* _Records_:
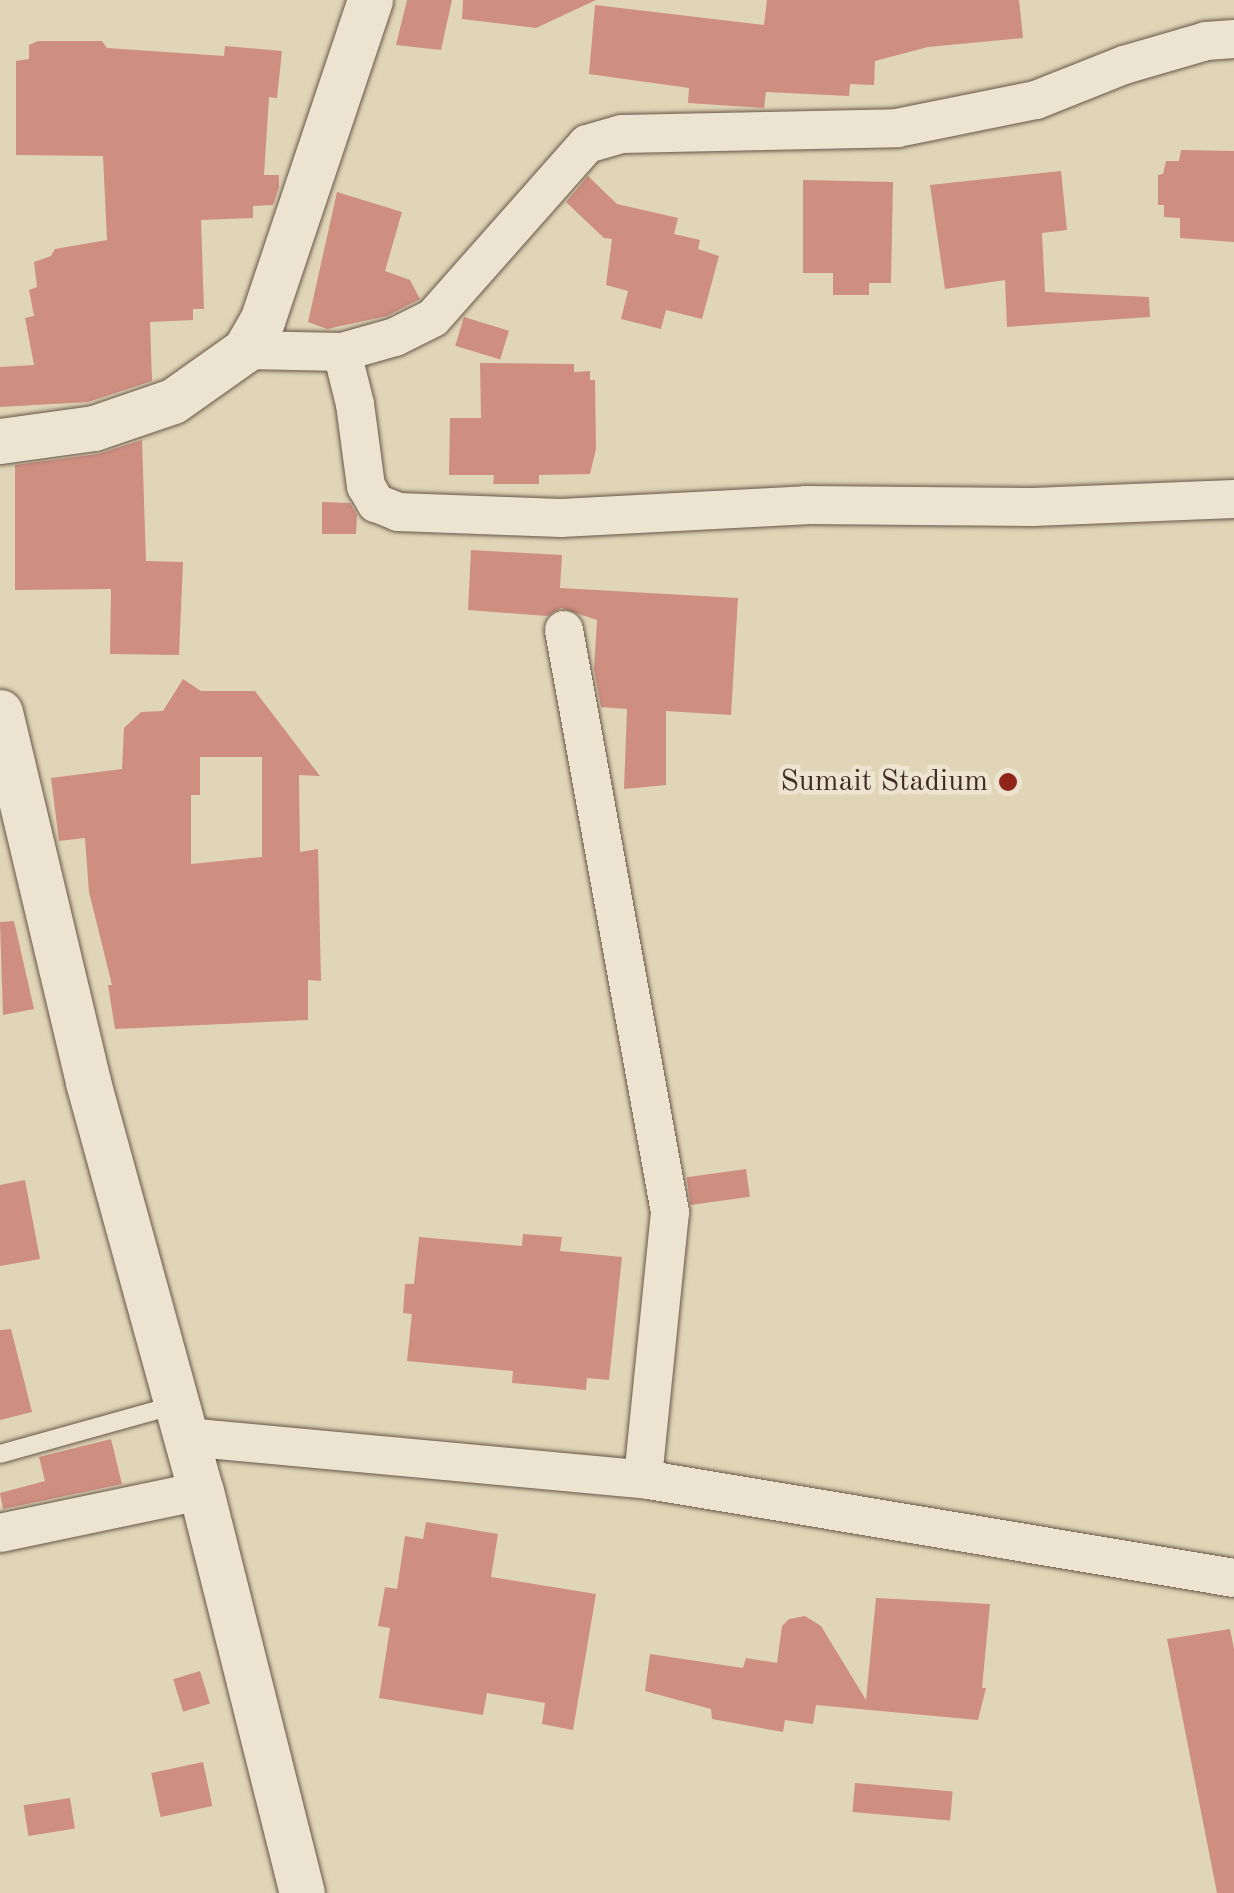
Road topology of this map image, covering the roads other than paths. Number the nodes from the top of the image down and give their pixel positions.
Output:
1 (370, 0) edge
2 (1234, 39) edge
3 (245, 350) junction
4 (342, 352) junction
5 (0, 440) edge
6 (1234, 499) edge
7 (564, 630) dead end
8 (0, 712) edge
9 (181, 1421) junction
10 (0, 1454) edge
11 (643, 1479) junction
12 (201, 1491) junction
13 (0, 1533) edge
14 (1234, 1578) edge
15 (302, 1893) edge

1 - 3 street
2 - 4 street
3 - 4 street
3 - 5 street
4 - 6 street
7 - 11 street
8 - 9 street
9 - 10 lane
9 - 11 street
9 - 12 street
11 - 14 street
12 - 13 street
12 - 15 street

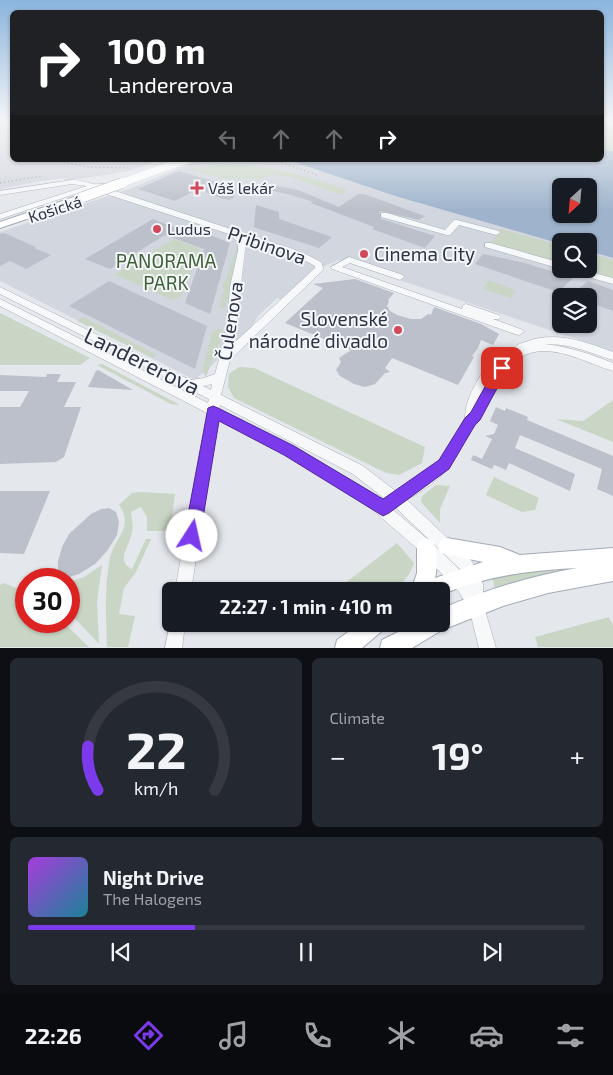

* _Required work_:
Reproduce the data above word for word and omit the images.

* _Solution_:
Road topology of this map image, covering the roads other than paths. Number the nodes from the top of the image down and give their pixel positions.
Output:
1 (370, 0) edge
2 (1234, 39) edge
3 (245, 350) junction
4 (342, 352) junction
5 (0, 440) edge
6 (1234, 499) edge
7 (564, 630) dead end
8 (0, 712) edge
9 (181, 1421) junction
10 (0, 1454) edge
11 (643, 1479) junction
12 (201, 1491) junction
13 (0, 1533) edge
14 (1234, 1578) edge
15 (302, 1893) edge

1 - 3 street
2 - 4 street
3 - 4 street
3 - 5 street
4 - 6 street
7 - 11 street
8 - 9 street
9 - 10 lane
9 - 11 street
9 - 12 street
11 - 14 street
12 - 13 street
12 - 15 street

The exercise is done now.